Species of shrub endemic to Australia

Banksia fililoba is a species of shrub that is endemic to Western Australia. It has pinnatipartite leaves with sharply pointed lobes, heads of up to eighty yellowish flowers and egg-shaped fruit. It mainly grows in kwongan in the south-west of the state.

==Description==
Banksia fililoba is a tangled shrub that typically grows to a height of 1 m but does not form a lignotuber. It has hairy stems and deeply pinnatipartite leaves that are 150-300 mm long and 7-14 mm wide on a petiole 50-150 mm long. There are between ten and seventeen sharply-pointed, linear leaves 50-150 mm long on each side of the leaves. The flowers are borne on a head containing between fifty-five and eighty flowers in each head. There are egg-shaped to oblong involucral bracts 25-42 mm long, densely covered with silky, rusty brown hairs at the base of the head. The flowers have a pale yellow perianth 50-53 mm long and a cream-coloured pistil 49-52 mm long. Flowering mainly occurs from May to July and the follicles are egg-shaped, about 17 mm long and hairy at first.

==Taxonomy and naming==
This banksia was first formally described in 1996 by Alex George in the journal Nuytsia from specimens he collected near Lake Grace, and given the name Dryandra fililoba. In 2007, Austin Mast and Kevin Thiele transferred all the dryandras to the genus Banksia and this species became Banksia fililoba.

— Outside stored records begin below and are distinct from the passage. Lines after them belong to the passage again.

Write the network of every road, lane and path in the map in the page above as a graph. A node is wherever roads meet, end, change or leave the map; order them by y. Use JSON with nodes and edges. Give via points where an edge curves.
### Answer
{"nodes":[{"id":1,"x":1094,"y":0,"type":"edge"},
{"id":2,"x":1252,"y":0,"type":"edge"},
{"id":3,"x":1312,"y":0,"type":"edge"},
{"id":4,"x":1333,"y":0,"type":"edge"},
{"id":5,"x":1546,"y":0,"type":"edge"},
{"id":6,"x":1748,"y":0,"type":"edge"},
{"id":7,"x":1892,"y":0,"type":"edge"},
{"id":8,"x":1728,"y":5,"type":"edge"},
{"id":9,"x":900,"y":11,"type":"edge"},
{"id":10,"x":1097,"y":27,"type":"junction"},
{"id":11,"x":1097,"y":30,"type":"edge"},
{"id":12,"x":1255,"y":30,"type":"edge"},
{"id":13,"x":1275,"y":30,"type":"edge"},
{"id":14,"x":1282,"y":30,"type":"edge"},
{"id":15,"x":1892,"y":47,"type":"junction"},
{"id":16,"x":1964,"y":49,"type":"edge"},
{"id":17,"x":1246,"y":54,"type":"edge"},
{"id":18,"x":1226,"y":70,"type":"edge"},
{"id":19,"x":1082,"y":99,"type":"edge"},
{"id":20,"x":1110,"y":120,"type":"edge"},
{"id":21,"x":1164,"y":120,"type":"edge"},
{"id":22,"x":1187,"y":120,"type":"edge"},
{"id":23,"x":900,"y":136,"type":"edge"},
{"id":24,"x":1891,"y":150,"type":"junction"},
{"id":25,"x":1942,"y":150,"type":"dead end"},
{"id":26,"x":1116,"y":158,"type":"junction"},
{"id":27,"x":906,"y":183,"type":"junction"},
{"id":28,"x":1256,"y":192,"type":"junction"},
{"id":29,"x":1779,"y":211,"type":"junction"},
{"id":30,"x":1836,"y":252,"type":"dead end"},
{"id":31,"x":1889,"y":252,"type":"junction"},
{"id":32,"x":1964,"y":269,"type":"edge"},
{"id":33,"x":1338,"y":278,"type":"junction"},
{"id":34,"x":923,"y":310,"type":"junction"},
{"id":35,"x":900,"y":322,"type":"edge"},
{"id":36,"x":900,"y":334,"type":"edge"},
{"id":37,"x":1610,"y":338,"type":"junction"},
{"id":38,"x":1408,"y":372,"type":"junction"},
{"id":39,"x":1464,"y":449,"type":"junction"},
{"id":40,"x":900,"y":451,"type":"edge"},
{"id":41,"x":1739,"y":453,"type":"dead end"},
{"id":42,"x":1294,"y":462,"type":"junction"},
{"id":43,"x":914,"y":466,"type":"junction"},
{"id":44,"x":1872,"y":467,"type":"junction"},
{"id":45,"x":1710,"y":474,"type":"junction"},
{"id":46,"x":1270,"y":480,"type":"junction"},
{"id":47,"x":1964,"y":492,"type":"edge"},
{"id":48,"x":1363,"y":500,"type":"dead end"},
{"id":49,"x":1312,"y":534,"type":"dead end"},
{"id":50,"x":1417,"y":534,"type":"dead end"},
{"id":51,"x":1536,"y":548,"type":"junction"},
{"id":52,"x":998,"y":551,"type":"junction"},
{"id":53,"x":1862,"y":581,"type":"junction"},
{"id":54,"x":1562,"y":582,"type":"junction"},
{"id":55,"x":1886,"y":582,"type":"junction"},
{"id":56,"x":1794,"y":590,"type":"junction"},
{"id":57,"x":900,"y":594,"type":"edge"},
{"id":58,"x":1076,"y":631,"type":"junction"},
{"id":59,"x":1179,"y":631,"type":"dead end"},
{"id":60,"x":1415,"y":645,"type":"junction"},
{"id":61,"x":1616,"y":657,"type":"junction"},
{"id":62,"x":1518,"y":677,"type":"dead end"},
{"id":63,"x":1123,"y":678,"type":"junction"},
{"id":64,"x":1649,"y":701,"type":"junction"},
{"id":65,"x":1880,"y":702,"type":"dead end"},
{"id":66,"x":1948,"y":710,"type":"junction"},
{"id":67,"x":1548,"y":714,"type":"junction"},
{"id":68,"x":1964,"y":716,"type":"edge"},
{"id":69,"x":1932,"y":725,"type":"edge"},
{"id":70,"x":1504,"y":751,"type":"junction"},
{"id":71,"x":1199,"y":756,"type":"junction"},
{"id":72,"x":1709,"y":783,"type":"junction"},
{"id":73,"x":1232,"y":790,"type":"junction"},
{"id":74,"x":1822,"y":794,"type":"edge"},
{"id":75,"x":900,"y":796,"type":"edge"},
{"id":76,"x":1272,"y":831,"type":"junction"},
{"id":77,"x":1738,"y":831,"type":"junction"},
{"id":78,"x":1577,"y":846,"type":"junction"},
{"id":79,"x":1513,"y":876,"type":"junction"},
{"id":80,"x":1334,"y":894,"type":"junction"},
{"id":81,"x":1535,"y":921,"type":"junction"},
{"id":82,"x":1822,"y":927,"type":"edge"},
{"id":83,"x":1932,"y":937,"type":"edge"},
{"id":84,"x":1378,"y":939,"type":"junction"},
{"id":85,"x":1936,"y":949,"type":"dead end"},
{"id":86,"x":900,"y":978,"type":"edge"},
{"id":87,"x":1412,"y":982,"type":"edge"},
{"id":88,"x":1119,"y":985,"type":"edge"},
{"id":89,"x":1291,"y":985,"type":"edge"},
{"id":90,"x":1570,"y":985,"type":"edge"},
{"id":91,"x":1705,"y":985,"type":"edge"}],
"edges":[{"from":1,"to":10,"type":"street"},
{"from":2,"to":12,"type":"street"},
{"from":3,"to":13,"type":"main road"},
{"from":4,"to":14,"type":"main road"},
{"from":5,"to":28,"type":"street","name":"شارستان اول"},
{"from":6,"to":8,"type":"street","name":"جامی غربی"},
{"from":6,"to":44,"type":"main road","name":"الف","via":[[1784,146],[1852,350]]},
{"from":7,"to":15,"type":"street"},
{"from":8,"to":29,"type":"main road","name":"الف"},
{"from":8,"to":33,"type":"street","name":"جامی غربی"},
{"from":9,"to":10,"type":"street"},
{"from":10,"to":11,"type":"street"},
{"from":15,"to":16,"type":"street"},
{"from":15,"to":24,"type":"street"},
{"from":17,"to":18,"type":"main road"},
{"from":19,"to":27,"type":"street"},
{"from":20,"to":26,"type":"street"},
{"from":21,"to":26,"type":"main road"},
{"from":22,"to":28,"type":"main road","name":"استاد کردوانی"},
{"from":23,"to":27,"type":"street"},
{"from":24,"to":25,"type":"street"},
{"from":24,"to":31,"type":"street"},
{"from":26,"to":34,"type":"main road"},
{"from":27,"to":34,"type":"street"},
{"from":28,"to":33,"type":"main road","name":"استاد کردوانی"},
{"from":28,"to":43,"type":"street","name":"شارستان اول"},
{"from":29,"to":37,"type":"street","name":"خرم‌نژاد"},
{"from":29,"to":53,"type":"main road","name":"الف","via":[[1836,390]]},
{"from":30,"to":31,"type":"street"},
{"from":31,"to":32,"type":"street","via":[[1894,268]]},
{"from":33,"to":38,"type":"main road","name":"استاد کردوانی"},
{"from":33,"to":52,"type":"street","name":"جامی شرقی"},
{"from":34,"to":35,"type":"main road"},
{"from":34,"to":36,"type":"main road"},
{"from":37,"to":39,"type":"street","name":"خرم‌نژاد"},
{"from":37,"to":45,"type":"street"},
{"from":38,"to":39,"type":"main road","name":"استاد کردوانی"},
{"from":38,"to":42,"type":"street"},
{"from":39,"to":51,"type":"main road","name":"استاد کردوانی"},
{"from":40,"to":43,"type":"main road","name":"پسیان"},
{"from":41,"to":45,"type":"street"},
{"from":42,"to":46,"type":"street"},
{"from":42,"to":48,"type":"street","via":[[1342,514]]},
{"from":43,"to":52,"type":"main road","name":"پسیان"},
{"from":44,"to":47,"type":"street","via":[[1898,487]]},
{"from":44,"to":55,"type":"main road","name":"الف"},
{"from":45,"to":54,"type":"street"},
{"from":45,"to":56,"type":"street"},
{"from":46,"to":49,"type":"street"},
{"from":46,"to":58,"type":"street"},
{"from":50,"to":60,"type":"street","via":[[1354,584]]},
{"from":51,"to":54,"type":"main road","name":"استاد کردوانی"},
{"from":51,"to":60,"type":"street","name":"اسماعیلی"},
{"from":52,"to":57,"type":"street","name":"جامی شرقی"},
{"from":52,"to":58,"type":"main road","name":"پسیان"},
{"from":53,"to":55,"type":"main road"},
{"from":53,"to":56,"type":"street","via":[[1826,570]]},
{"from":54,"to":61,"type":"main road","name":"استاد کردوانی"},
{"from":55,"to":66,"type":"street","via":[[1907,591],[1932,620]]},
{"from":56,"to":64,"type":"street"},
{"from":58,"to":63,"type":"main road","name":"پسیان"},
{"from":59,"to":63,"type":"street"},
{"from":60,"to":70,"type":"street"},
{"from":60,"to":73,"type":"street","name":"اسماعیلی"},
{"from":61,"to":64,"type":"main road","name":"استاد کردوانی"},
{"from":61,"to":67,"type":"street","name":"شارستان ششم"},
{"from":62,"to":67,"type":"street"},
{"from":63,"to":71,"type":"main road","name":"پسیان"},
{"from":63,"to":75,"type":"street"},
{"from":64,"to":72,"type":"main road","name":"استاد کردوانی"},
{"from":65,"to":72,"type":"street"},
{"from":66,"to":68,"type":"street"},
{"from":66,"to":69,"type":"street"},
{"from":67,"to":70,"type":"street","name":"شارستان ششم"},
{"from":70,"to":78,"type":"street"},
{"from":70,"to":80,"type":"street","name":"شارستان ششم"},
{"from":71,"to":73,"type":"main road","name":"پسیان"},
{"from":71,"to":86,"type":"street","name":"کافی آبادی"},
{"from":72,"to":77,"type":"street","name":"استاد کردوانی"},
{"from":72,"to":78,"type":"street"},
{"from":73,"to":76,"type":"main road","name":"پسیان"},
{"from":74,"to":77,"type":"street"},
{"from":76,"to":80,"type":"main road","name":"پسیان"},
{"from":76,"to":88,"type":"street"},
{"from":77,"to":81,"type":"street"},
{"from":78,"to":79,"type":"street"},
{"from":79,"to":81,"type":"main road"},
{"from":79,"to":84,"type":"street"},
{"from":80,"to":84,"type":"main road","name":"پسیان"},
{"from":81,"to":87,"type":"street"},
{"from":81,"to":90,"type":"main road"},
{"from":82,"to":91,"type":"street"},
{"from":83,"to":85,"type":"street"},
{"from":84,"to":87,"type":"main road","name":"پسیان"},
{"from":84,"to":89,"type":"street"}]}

The specific epithet (fililoba) is from Latin words meaning "a thread" and "a lobe" referring to the fine lobes of the leaves.

==Distribution and habitat==
Banksia fililoba grows in kwongan, sometimes in wandoo woodland, between Woodanilling, Lake Grace and Harrismith in the Avon Wheatbelt and Mallee biogeographic regions.

==Conservation status==
This banksia is classified as "not threatened" by the Western Australian Government Department of Parks and Wildlife.